Exercise details:
Identify each line below that contains the word "Oakmeadow", and copy it out.

Data for review:
━━━━

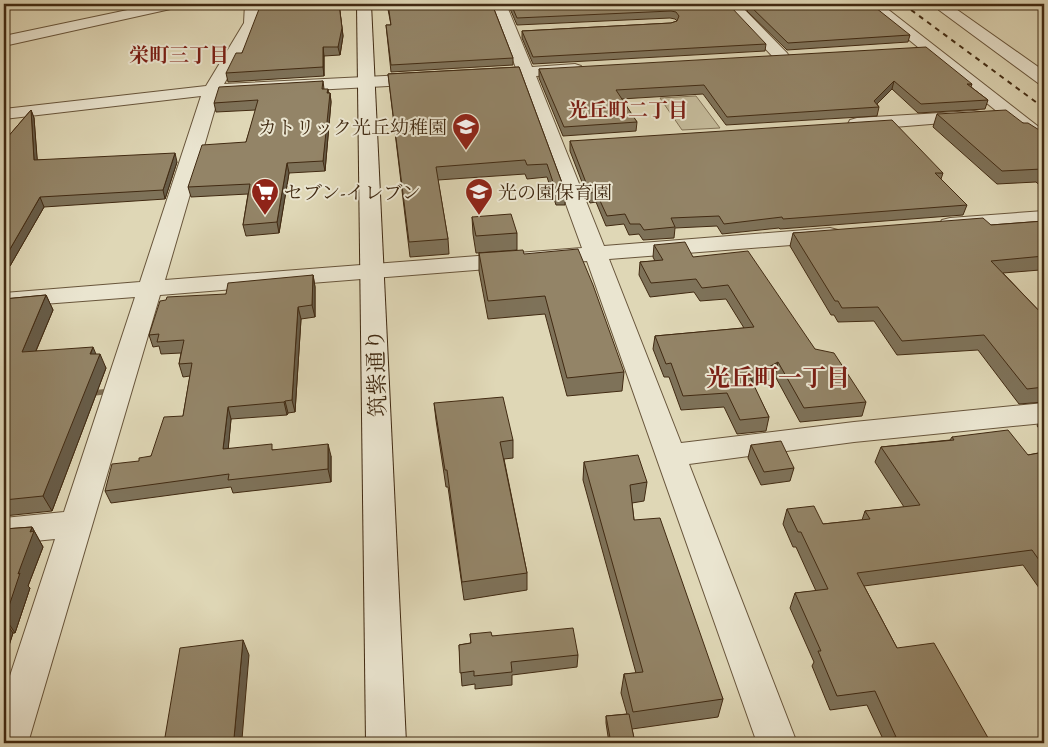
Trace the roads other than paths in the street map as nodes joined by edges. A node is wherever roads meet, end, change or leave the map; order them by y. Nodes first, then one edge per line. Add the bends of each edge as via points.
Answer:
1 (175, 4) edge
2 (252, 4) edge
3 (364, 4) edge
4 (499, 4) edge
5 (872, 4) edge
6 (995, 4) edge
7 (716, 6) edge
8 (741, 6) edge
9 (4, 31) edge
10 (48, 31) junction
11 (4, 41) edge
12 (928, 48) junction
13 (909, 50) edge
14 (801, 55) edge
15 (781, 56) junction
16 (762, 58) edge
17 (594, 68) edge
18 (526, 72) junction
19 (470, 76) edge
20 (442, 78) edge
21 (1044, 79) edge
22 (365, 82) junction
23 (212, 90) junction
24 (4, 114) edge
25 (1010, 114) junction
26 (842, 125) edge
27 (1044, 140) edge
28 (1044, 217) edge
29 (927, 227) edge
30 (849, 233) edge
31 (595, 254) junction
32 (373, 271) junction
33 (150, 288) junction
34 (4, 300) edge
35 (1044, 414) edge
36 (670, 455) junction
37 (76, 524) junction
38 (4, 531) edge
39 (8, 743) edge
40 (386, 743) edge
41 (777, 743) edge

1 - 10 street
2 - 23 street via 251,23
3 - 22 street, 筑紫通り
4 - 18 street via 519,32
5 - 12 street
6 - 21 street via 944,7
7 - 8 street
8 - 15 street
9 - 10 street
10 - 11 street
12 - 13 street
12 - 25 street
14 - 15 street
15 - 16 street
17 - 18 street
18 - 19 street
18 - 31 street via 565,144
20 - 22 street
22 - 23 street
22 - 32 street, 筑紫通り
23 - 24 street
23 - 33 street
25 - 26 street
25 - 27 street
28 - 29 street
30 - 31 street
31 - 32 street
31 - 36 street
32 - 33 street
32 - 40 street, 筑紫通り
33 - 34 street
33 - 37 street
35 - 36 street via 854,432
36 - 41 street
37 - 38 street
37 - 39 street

━━━━

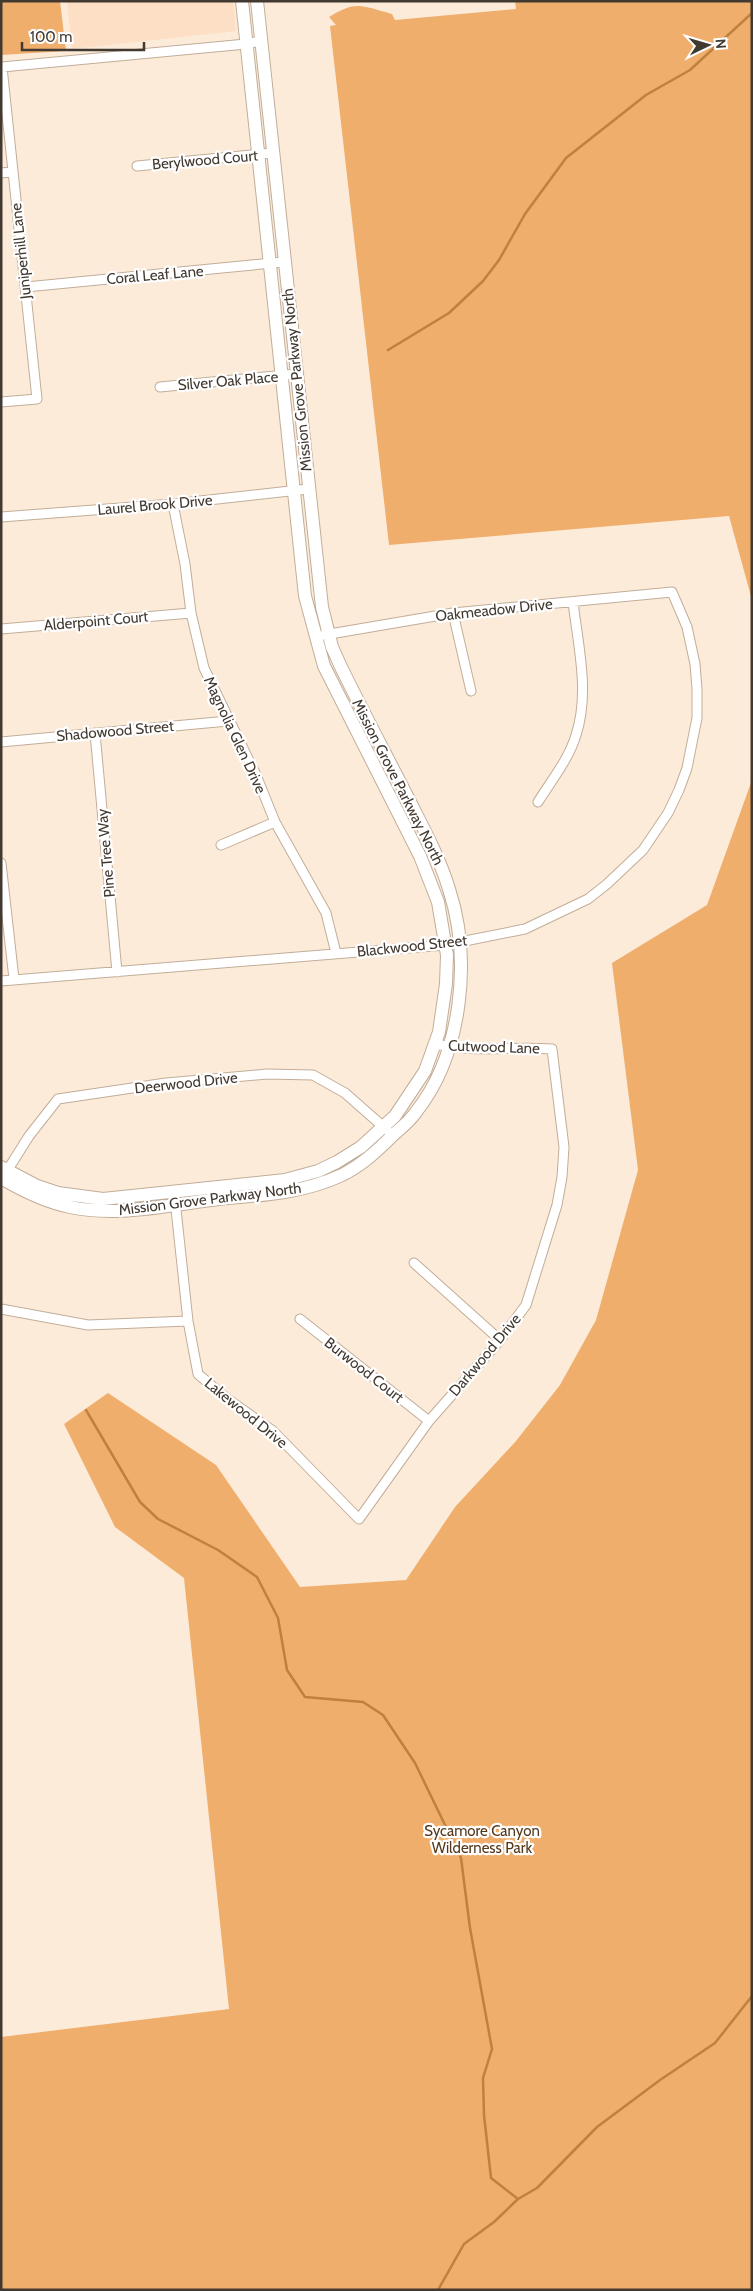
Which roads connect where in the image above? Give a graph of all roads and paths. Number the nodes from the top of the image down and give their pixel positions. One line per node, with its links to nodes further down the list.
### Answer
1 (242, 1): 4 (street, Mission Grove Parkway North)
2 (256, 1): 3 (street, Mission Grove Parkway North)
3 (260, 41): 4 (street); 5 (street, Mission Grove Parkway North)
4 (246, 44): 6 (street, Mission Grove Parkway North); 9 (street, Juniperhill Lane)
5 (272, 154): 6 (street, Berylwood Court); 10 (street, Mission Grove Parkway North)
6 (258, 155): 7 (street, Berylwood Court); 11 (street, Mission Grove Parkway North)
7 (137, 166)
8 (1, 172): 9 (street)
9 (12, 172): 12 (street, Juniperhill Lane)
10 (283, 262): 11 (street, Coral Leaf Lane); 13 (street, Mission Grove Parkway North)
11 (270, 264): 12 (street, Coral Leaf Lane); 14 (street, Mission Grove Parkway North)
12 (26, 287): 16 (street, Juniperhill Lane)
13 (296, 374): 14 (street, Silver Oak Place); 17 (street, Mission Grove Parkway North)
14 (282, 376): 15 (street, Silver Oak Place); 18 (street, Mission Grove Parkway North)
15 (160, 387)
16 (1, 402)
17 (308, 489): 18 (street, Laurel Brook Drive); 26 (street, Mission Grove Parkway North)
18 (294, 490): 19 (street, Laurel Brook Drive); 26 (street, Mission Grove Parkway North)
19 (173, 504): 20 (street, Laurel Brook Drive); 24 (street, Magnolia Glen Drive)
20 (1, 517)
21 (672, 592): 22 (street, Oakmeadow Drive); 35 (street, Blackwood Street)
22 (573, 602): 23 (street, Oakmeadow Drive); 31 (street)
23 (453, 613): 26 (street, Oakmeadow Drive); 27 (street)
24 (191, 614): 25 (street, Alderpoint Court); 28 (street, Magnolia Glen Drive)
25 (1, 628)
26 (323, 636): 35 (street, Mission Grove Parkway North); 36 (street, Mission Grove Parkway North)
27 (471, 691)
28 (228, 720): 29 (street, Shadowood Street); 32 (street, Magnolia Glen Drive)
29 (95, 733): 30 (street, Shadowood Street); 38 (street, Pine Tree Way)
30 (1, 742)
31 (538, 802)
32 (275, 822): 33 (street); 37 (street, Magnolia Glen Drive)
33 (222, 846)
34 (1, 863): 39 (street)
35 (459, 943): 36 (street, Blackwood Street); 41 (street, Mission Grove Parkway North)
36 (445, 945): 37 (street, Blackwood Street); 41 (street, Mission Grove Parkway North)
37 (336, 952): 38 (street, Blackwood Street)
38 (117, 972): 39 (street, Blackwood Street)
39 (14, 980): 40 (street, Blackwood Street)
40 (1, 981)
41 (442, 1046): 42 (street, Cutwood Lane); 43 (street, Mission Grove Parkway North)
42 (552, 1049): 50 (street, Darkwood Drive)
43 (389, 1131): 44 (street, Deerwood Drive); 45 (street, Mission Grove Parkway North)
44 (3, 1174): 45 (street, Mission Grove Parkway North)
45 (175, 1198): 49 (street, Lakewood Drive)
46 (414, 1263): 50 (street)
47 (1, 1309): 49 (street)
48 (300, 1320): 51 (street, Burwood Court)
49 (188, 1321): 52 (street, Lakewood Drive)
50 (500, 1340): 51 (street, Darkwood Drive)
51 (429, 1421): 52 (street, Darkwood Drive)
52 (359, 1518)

━━━━

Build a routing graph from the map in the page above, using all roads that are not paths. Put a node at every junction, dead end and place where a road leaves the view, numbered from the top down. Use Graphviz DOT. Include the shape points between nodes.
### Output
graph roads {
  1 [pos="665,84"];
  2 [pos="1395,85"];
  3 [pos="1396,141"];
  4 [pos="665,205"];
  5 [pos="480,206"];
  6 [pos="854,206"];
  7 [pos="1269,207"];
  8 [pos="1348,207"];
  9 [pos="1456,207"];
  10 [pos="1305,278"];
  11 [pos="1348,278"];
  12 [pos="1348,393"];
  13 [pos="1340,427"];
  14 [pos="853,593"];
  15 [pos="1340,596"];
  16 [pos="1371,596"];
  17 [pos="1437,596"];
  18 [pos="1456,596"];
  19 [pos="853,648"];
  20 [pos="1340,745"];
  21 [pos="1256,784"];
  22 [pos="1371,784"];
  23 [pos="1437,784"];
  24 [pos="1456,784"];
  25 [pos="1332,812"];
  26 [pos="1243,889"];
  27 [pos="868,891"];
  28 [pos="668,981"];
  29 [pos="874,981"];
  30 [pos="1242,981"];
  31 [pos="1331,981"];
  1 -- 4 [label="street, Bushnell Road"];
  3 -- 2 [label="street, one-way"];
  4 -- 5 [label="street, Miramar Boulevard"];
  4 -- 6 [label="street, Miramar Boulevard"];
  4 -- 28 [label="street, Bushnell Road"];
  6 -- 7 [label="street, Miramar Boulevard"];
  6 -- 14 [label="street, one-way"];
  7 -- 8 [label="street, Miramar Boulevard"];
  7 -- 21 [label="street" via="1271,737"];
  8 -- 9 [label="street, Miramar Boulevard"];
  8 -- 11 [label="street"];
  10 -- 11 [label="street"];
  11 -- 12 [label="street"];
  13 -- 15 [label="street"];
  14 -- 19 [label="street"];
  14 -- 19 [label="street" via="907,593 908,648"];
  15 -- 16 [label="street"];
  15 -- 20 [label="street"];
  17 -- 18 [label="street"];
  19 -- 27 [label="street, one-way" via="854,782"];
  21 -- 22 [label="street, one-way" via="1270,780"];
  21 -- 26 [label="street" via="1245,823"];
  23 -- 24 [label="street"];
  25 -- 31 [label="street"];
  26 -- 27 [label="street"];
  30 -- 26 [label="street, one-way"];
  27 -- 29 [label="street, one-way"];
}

━━━━

Problem solution:
21 (672, 592): 22 (street, Oakmeadow Drive); 35 (street, Blackwood Street)
22 (573, 602): 23 (street, Oakmeadow Drive); 31 (street)
23 (453, 613): 26 (street, Oakmeadow Drive); 27 (street)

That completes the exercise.